If the model structure is not able to explain the experimental measurements, a set of physiologically reasonable alternative models should be created. In order to avoid redundant model paragraphs and copy-and-paste errors, this can be done using a common core-model which is the same for all variants. Then, daughter-models are created and fitted to the data, preferably using batch processing strategies based on MATLAB scripts. As a starting point to envision suitable model variants, the PottersWheel equalizer may be used to understand the dynamic behavior of the original system.

=== Model analysis and prediction ===

A mathematical model may serve to display the concentration time-profile of unobserved species, to determine sensitive parameters representing potential targets within a clinical setting, or to calculate model characteristics like the half-life of a species.

Each analysis step may be stored into a modeling report, which may be exported as a Latex-based PDF.

=== Experimental design ===

An experimental setting corresponds to specific characteristics of driving input functions and
initial concentrations.
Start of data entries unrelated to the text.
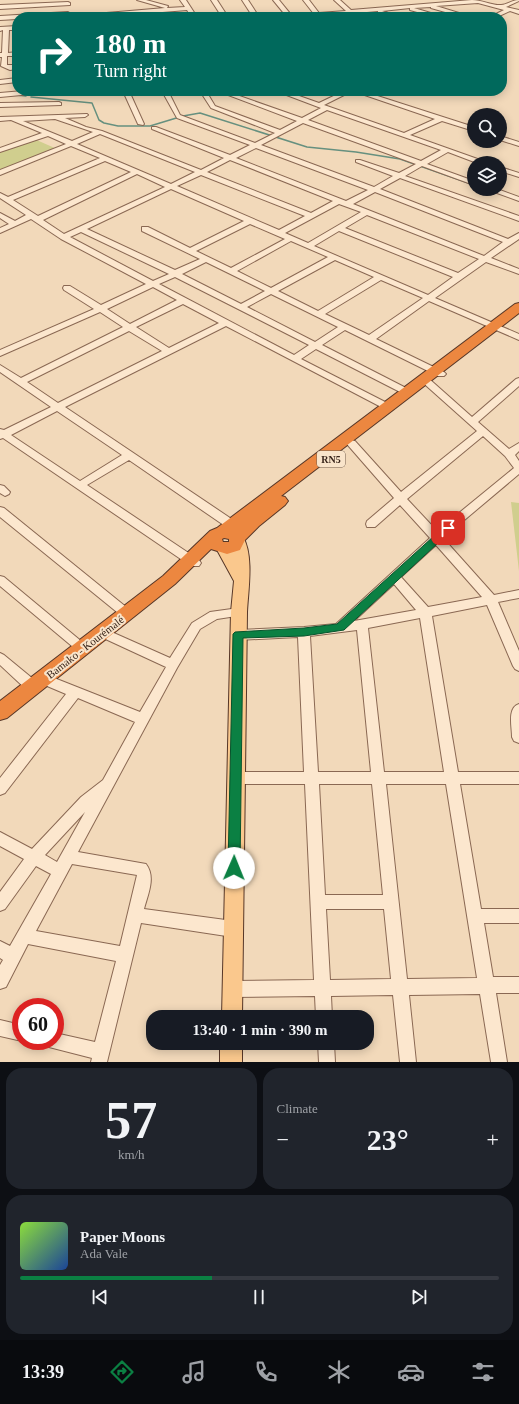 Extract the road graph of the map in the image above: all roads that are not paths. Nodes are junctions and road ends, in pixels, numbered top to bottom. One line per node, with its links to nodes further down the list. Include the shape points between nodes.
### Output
1 (140, 0): 20 (street)
2 (183, 0): 17 (street)
3 (214, 0): 23 (street)
4 (245, 0): 24 (street)
5 (276, 0): 25 (street)
6 (306, 0): 26 (street)
7 (337, 0): 27 (street)
8 (399, 0): 14 (street)
9 (518, 0): 15 (street)
10 (68, 2): 16 (street)
11 (458, 2): 12 (street, via 433,5); 15 (street, via 478,1); 19 (street)
12 (426, 3): 14 (street); 31 (street)
13 (519, 6): 15 (street)
14 (406, 7): 18 (street); 30 (street)
15 (506, 7): 32 (street); 34 (street)
16 (0, 8)
17 (188, 8): 20 (street); 22 (street)
18 (374, 8): 28 (street); 29 (street)
19 (478, 8)
20 (174, 9): 21 (street)
21 (140, 12)
22 (191, 12)
23 (222, 12)
24 (253, 12)
25 (286, 12)
26 (316, 12)
27 (348, 12)
28 (358, 12)
29 (384, 12)
30 (424, 12)
31 (454, 12)
32 (519, 12)
33 (12, 17): 35 (street)
34 (508, 17)
35 (0, 18)
36 (3, 29): 38 (street)
37 (12, 54): 38 (street)
38 (2, 55): 39 (street, via 4,66)
39 (12, 68)
40 (12, 81): 41 (street)
41 (0, 82)
42 (12, 94): 43 (street)
43 (0, 95)
44 (31, 96): 51 (street)
45 (128, 96): 64 (street)
46 (168, 96): 76 (street, via 178,116)
47 (293, 96): 55 (street)
48 (338, 96): 55 (street)
49 (372, 96): 59 (street)
50 (221, 98): 62 (street); 68 (street)
51 (21, 103): 52 (street); 53 (street)
52 (13, 104): 54 (street); 61 (street)
53 (59, 104)
54 (0, 105)
55 (319, 105): 56 (street)
56 (326, 108): 62 (street); 70 (street)
57 (85, 115): 58 (street)
58 (56, 117): 61 (street); 67 (street)
59 (440, 118): 65 (street); 70 (street)
60 (0, 119): 61 (street)
61 (13, 119): 63 (street); 69 (street)
62 (302, 121): 68 (street); 83 (street)
63 (0, 122)
64 (141, 124)
65 (467, 127)
66 (154, 128): 79 (street)
67 (100, 132): 74 (street); 85 (street)
68 (279, 132): 76 (street)
69 (47, 134): 74 (street); 77 (street)
70 (405, 135): 78 (street)
71 (516, 135): 72 (street)
72 (507, 138)
73 (507, 140): 75 (street)
74 (72, 144): 81 (street); 89 (street)
75 (519, 144)
76 (256, 145): 79 (street); 94 (street)
77 (0, 150)
78 (447, 150): 80 (street); 83 (street)
79 (228, 157): 85 (street); 99 (street)
80 (467, 157)
81 (104, 159): 87 (street); 97 (street)
82 (358, 161): 91 (street)
83 (421, 165): 91 (street); 92 (street)
84 (519, 166): 88 (street)
85 (200, 171): 93 (street); 103 (street)
86 (507, 171): 88 (street)
87 (136, 172): 93 (street); 104 (street)
88 (510, 172): 90 (street)
89 (0, 173)
90 (519, 175)
91 (399, 177): 94 (street); 105 (street)
92 (467, 181)
93 (169, 186): 106 (street); 109 (street)
94 (374, 189): 100 (street); 116 (street)
95 (0, 195): 97 (street)
96 (507, 195): 98 (street)
97 (9, 199): 104 (street)
98 (519, 199)
99 (339, 201): 100 (street); 103 (street)
100 (347, 204): 101 (street)
101 (366, 212): 108 (street); 121 (street)
102 (0, 215): 107 (street)
103 (310, 216): 112 (street)
104 (34, 218): 107 (street); 114 (street)
105 (519, 219)
106 (249, 221): 112 (street); 118 (street)
107 (16, 224): 111 (street)
108 (339, 228): 117 (street); 126 (street)
109 (81, 229): 114 (street); 124 (street)
110 (145, 229): 118 (street)
111 (0, 231)
112 (278, 234): 115 (street)
113 (519, 235): 116 (street)
114 (64, 238): 127 (street)
115 (292, 238): 117 (street); 122 (street)
116 (509, 242): 121 (street)
117 (308, 246): 119 (street)
118 (190, 252): 120 (street)
119 (333, 258): 125 (street); 129 (street)
120 (206, 259): 122 (street); 124 (street)
121 (486, 259): 123 (street); 126 (street)
122 (231, 271): 129 (street)
123 (519, 272)
124 (176, 274): 127 (street); 132 (street)
125 (380, 277): 130 (street); 135 (street)
126 (460, 277): 130 (street)
127 (154, 284): 131 (street); 134 (street)
128 (67, 288): 134 (street)
129 (271, 291): 132 (street); 135 (street)
130 (430, 298): 140 (street); 142 (street)
131 (182, 300): 137 (street); 138 (street)
132 (241, 307): 143 (street)
133 (519, 307): 140 (highway, RN5)
134 (100, 309): 138 (street); 145 (street)
135 (319, 314): 139 (street)
136 (519, 314): 140 (highway, RN5)
137 (226, 323): 144 (street); 146 (street)
138 (129, 327): 144 (street); 150 (street)
139 (344, 327): 142 (street); 143 (street)
140 (498, 327): 141 (street); 148 (highway, RN5)
141 (519, 337)
142 (370, 339): 148 (street)
143 (315, 346): 146 (street); 151 (street)
144 (168, 351): 152 (street)
145 (0, 353)
146 (294, 359): 153 (street)
147 (0, 368): 150 (street)
148 (432, 377): 151 (highway, RN5); 154 (street); 157 (highway, RN5)
149 (519, 381): 154 (street)
150 (20, 382): 152 (street)
151 (407, 392): 153 (highway, RN5)
152 (57, 407): 156 (street); 160 (street)
153 (388, 407): 167 (highway, RN5)
154 (472, 422): 155 (street)
155 (482, 432): 159 (street); 163 (street)
156 (1, 434): 162 (street)
157 (351, 443): 163 (street); 167 (highway, RN5, via 253,522)
158 (519, 446): 159 (street)
159 (509, 454): 161 (street)
160 (129, 455): 162 (street); 167 (street)
161 (519, 468): 166 (street)
162 (80, 485): 168 (street)
163 (400, 498): 165 (street); 166 (street)
164 (0, 511): 175 (street)
165 (371, 524)
166 (436, 538): 169 (street); 172 (street)
167 (227, 539): 168 (highway, RN5); 173 (main road, via 241,582)
168 (193, 562): 175 (highway, Bamako - Kourémalé / RN5)
169 (394, 577): 174 (street); 177 (street)
170 (0, 580): 181 (street)
171 (519, 594): 172 (street)
172 (491, 600): 174 (street); 184 (street)
173 (239, 612): 180 (main road); 183 (street, via 214,615 196,626)
174 (425, 612): 176 (street); 194 (street)
175 (128, 614): 179 (highway, Bamako - Kourémalé / RN5)
176 (362, 625): 177 (street); 193 (street)
177 (340, 627): 178 (street)
178 (304, 632): 180 (street); 192 (street)
179 (103, 633): 181 (highway, Bamako - Kourémalé / RN5); 183 (street)
180 (238, 634): 191 (main road)
181 (83, 648): 185 (highway, Bamako - Kourémalé / RN5)
182 (0, 658): 185 (street)
183 (173, 665): 189 (street)
184 (519, 666)
185 (39, 683): 186 (street); 188 (highway, Bamako - Kourémalé / RN5)
186 (75, 692): 189 (street); 197 (street)
187 (519, 708): 190 (street)
188 (0, 712)
189 (143, 719): 196 (street)
190 (519, 737)
191 (236, 778): 192 (street); 208 (main road)
192 (312, 778): 193 (street); 202 (street)
193 (378, 778): 194 (street); 203 (street)
194 (452, 778): 195 (street); 206 (street)
195 (519, 778)
196 (109, 782): 199 (street, via 86,801); 200 (street)
197 (0, 789)
198 (0, 839): 199 (street)
199 (34, 857): 201 (street); 204 (street)
200 (68, 857): 201 (street); 205 (street, via 140,868 144,873 144,879)
201 (60, 871): 209 (street)
202 (318, 902): 203 (street); 216 (street)
203 (391, 902): 215 (street)
204 (0, 904)
205 (135, 915): 208 (street); 211 (street)
206 (475, 916): 207 (street); 214 (street)
207 (519, 916)
208 (233, 929): 217 (main road)
209 (24, 936): 210 (street); 211 (street)
210 (6, 953): 212 (street)
211 (126, 955): 225 (street)
212 (0, 981)
213 (519, 985): 214 (street)
214 (486, 986): 215 (street); 229 (street)
215 (400, 987): 216 (street); 228 (street)
216 (323, 988): 217 (street); 219 (street)
217 (232, 989): 218 (main road)
218 (232, 1010)
219 (324, 1010)
220 (0, 1028): 221 (street)
221 (12, 1031)
222 (64, 1044): 225 (street)
223 (231, 1050): 226 (main road)
224 (326, 1050): 227 (street)
225 (100, 1057)
226 (231, 1062)
227 (326, 1062)
228 (408, 1062)
229 (499, 1062) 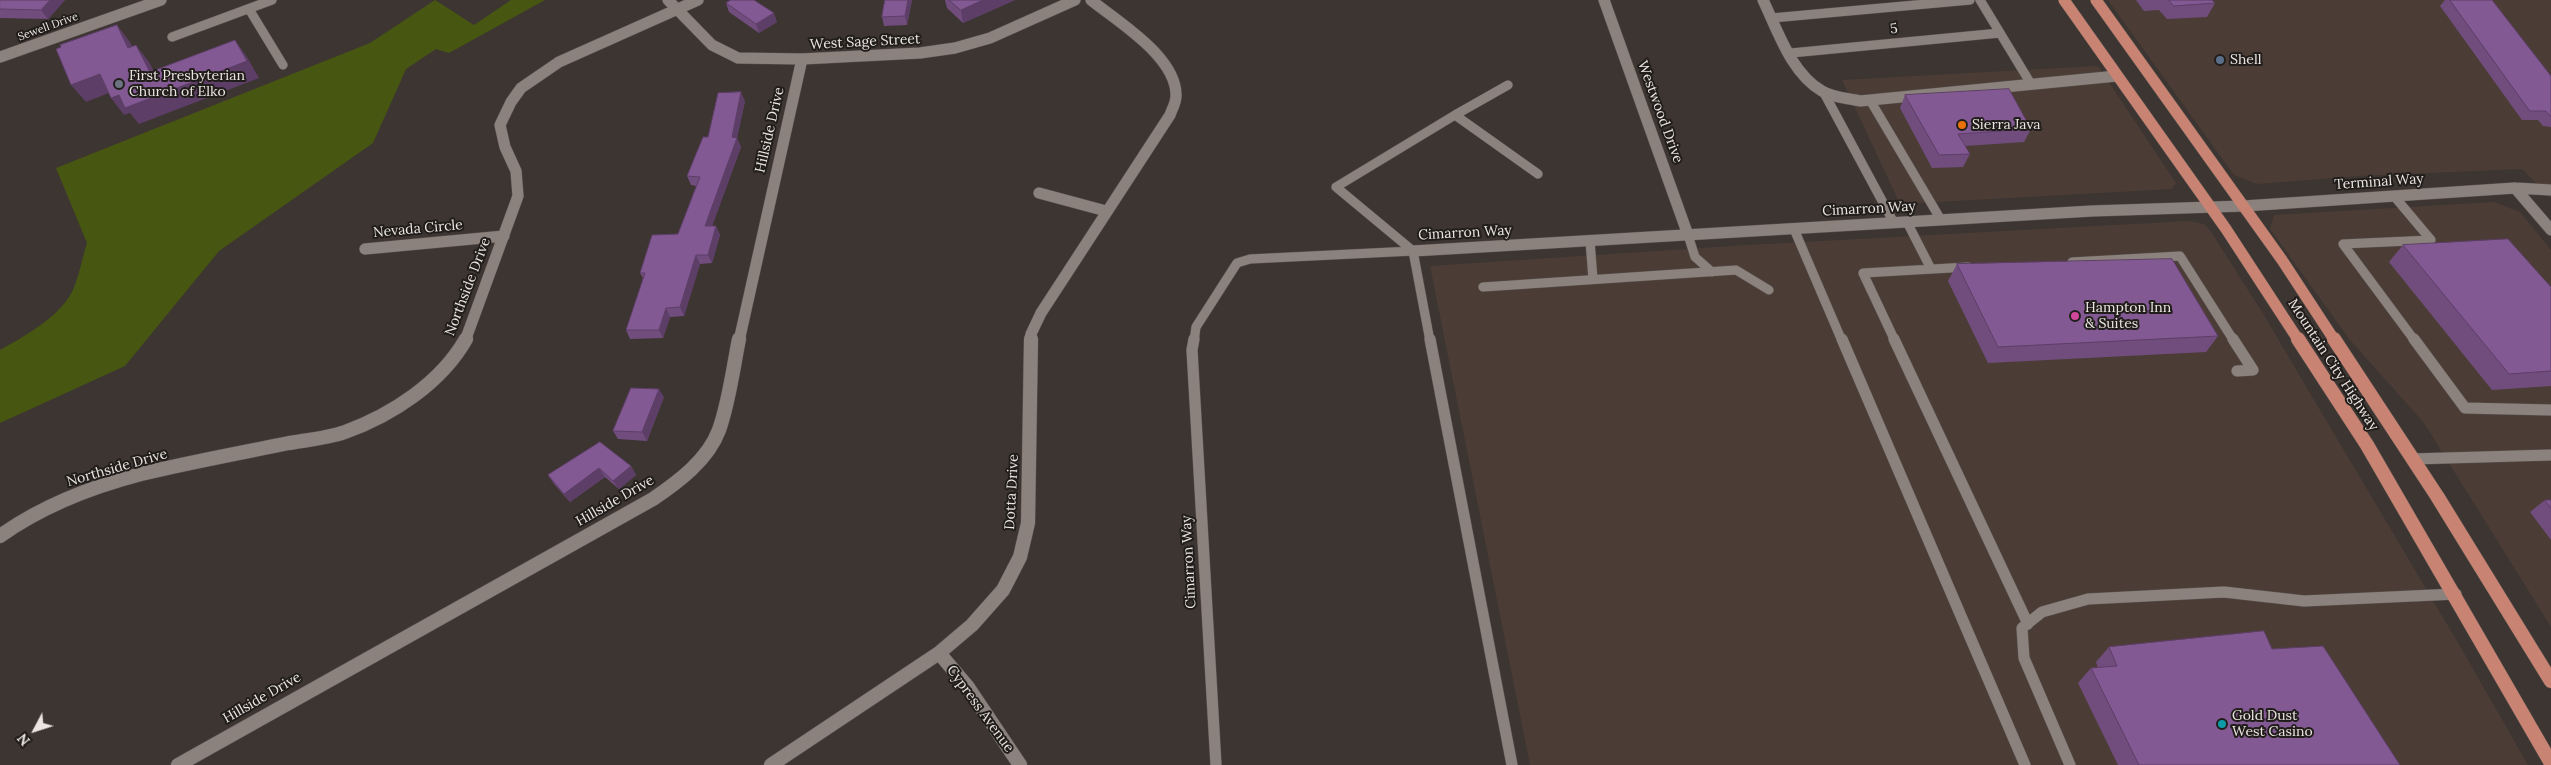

In a signal transduction pathway model the concentration of a ligand
like EGF may be controlled experimentally. The driving input designer allows investigating the effect of a continuous, ramp, or pulse stimulation in combination with varying initial concentrations using the equalizer. In order to discriminate competing model hypotheses, the designed experiment should have as different observable time-profiles as possible.

== Parameter identifiability ==

Many dynamical systems can only be observed partially, i.e. not all system species are accessible experimentally. For biological applications the amount and quality of experimental data is often limited. In this setting parameters can be structurally or practically non-identifiable. Then, parameters may compensate each other and fitted parameter values strongly depend on initial guesses. In PottersWheel non-identifiability can be detected using the Profile Likelihood Approach. For characterizing functional relationships between the non-identifiable parameters PottersWheel applies random and systematic fit sequences.